What you have to do: What is needed is an exact copy of the lines from the one containing "thumb mcp: (378, 305)" through the last line of the records, with no pictures.

******************************

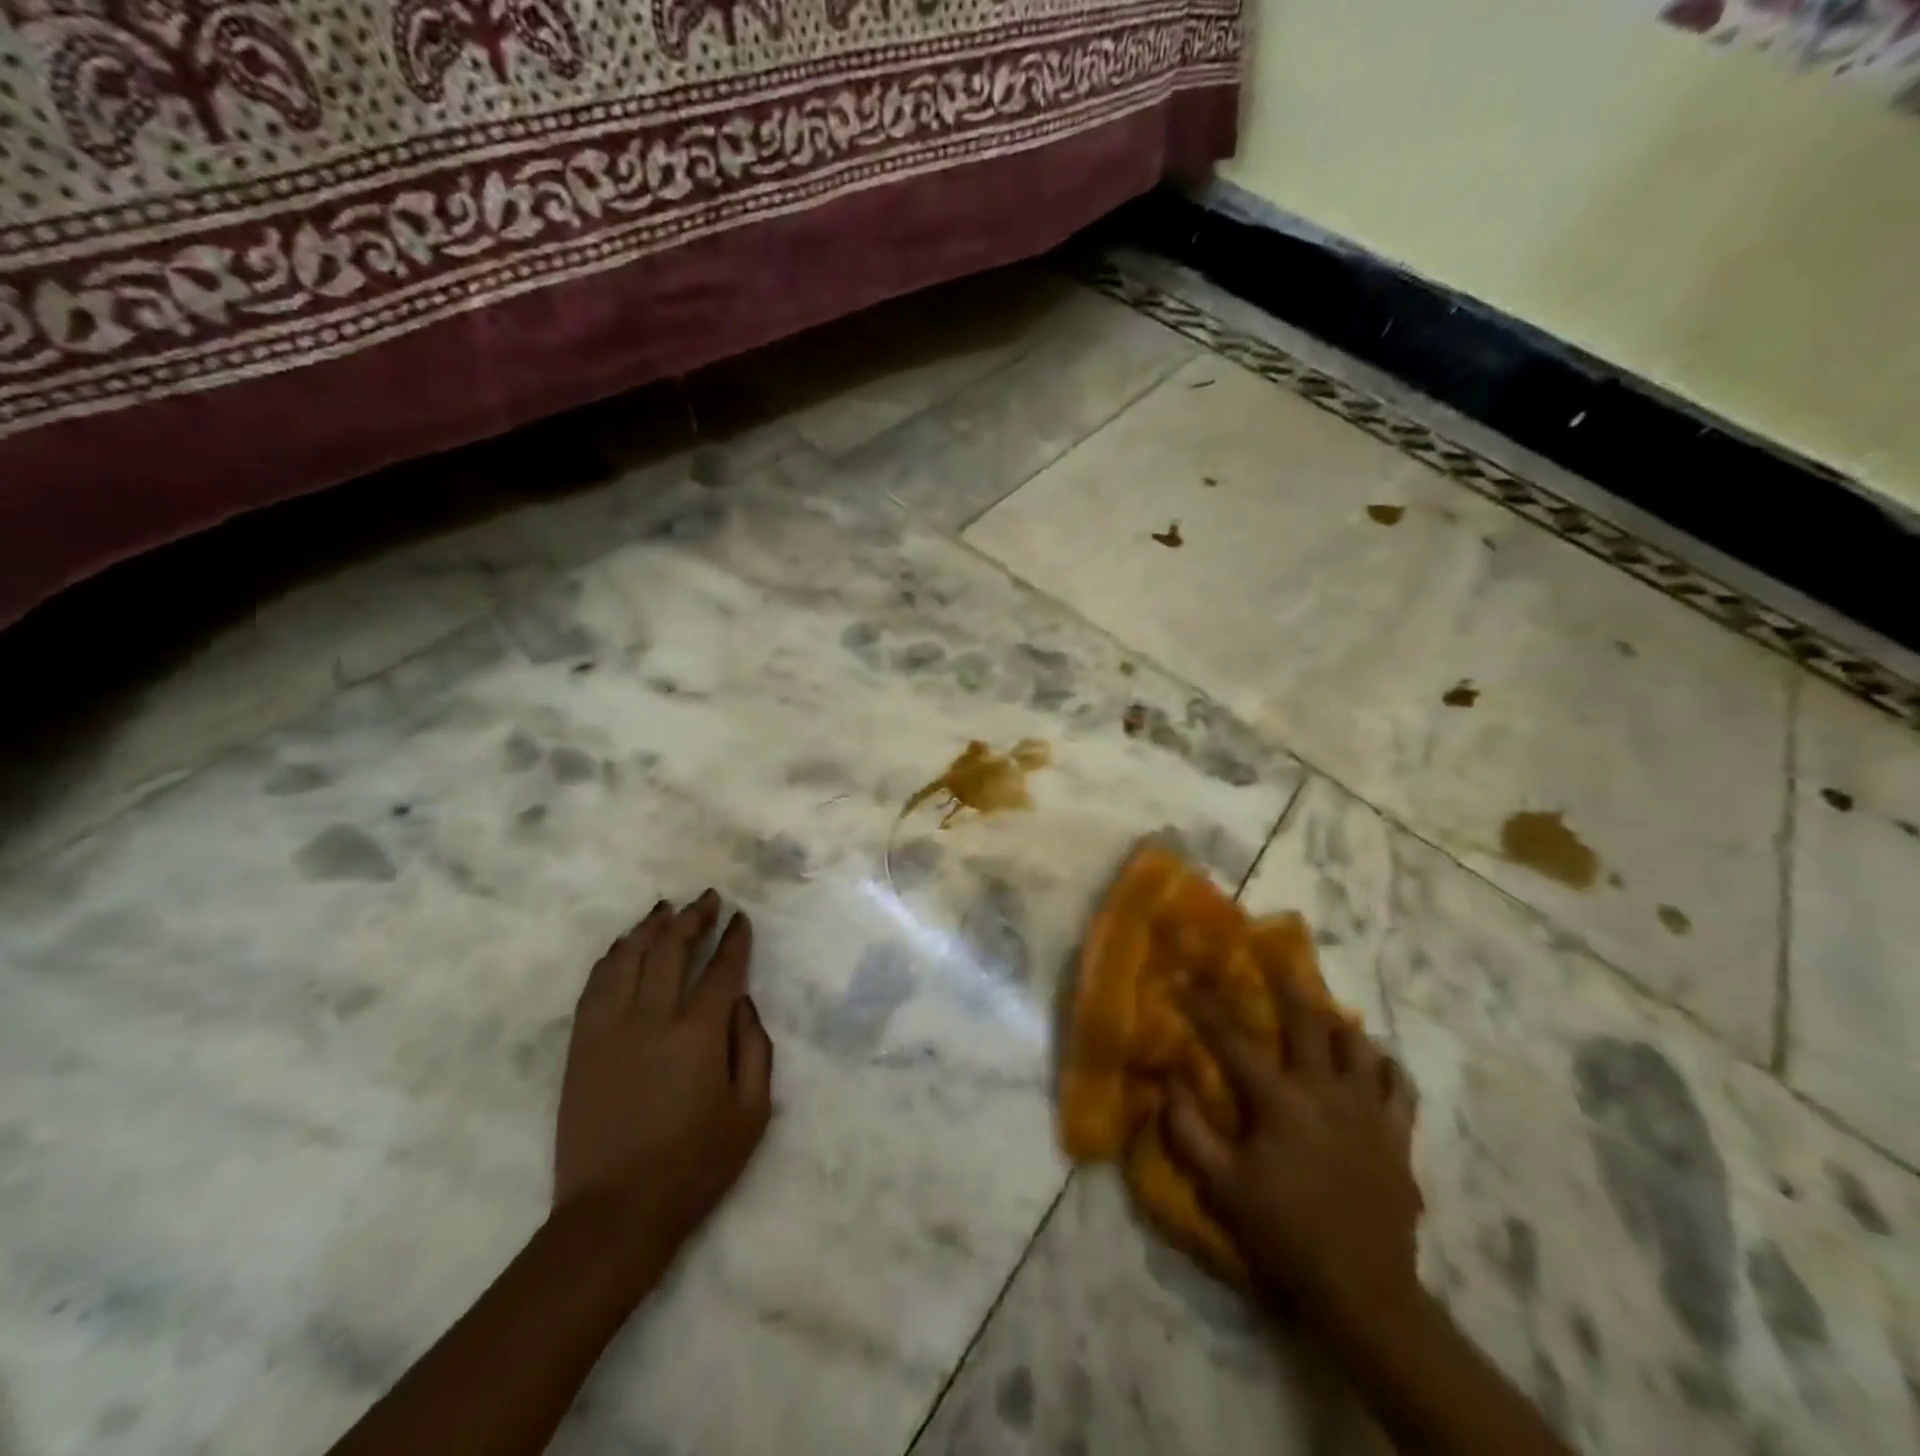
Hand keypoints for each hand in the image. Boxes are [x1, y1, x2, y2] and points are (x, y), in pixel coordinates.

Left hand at [554, 891, 773, 1265]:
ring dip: (650, 927)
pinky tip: (623, 945)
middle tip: (708, 898)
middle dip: (693, 918)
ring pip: (628, 958)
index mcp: (699, 1034)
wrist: (614, 1215)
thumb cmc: (694, 1166)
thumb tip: (742, 1003)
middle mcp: (652, 1019)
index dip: (734, 939)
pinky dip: (611, 957)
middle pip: (671, 949)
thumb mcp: (752, 1113)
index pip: (721, 969)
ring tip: (666, 908)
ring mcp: (609, 1030)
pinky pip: (594, 985)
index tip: (741, 918)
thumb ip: (755, 1048)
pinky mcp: (581, 1046)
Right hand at [1162, 989, 1422, 1335]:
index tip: (1185, 978)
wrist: (1362, 1291)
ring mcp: (1368, 1110)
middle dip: (1285, 985)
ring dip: (1335, 1022)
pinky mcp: (1398, 1135)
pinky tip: (1369, 1061)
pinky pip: (1398, 1084)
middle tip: (1271, 958)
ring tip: (1320, 1013)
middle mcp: (1326, 1091)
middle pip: (1307, 1021)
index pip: (1233, 1040)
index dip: (1205, 1006)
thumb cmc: (1283, 1233)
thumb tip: (1169, 1078)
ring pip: (1357, 1043)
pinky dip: (1383, 1065)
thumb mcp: (1220, 1186)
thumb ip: (1188, 1129)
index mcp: (1280, 1102)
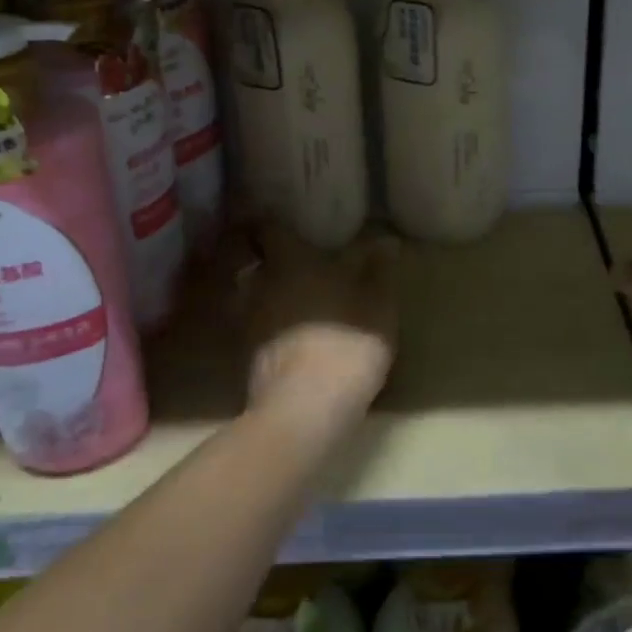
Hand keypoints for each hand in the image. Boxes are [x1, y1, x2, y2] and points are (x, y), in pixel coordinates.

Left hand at [240, 225, 399, 422]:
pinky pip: (255, 328)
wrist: (304, 411)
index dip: (271, 222)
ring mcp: (248, 323)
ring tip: (290, 298)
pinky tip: (289, 335)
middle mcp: (261, 285)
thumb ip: (379, 270)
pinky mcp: (246, 358)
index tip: (282, 220)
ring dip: (266, 294)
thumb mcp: (378, 305)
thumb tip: (385, 241)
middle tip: (292, 260)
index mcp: (290, 262)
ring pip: (252, 296)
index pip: (268, 229)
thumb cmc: (345, 343)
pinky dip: (267, 326)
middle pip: (254, 262)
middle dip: (268, 259)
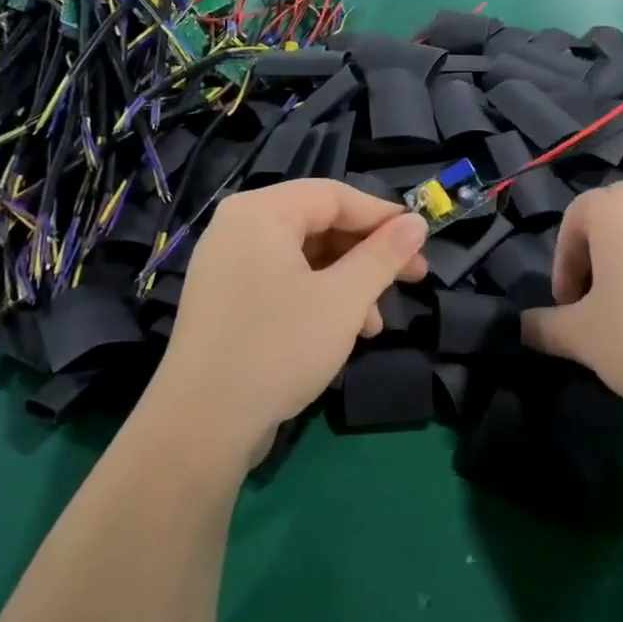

******************************

Exercise answer:
thumb mcp: (378, 305)
thumb tip: (385, 241)
middle tip: (292, 260)
index mcp: (290, 262)
ring pip: (252, 296)
index pip: (268, 229)
thumb cmc: (345, 343)
pinky dip: (267, 326)
middle pip: (254, 262)
middle dip: (268, 259)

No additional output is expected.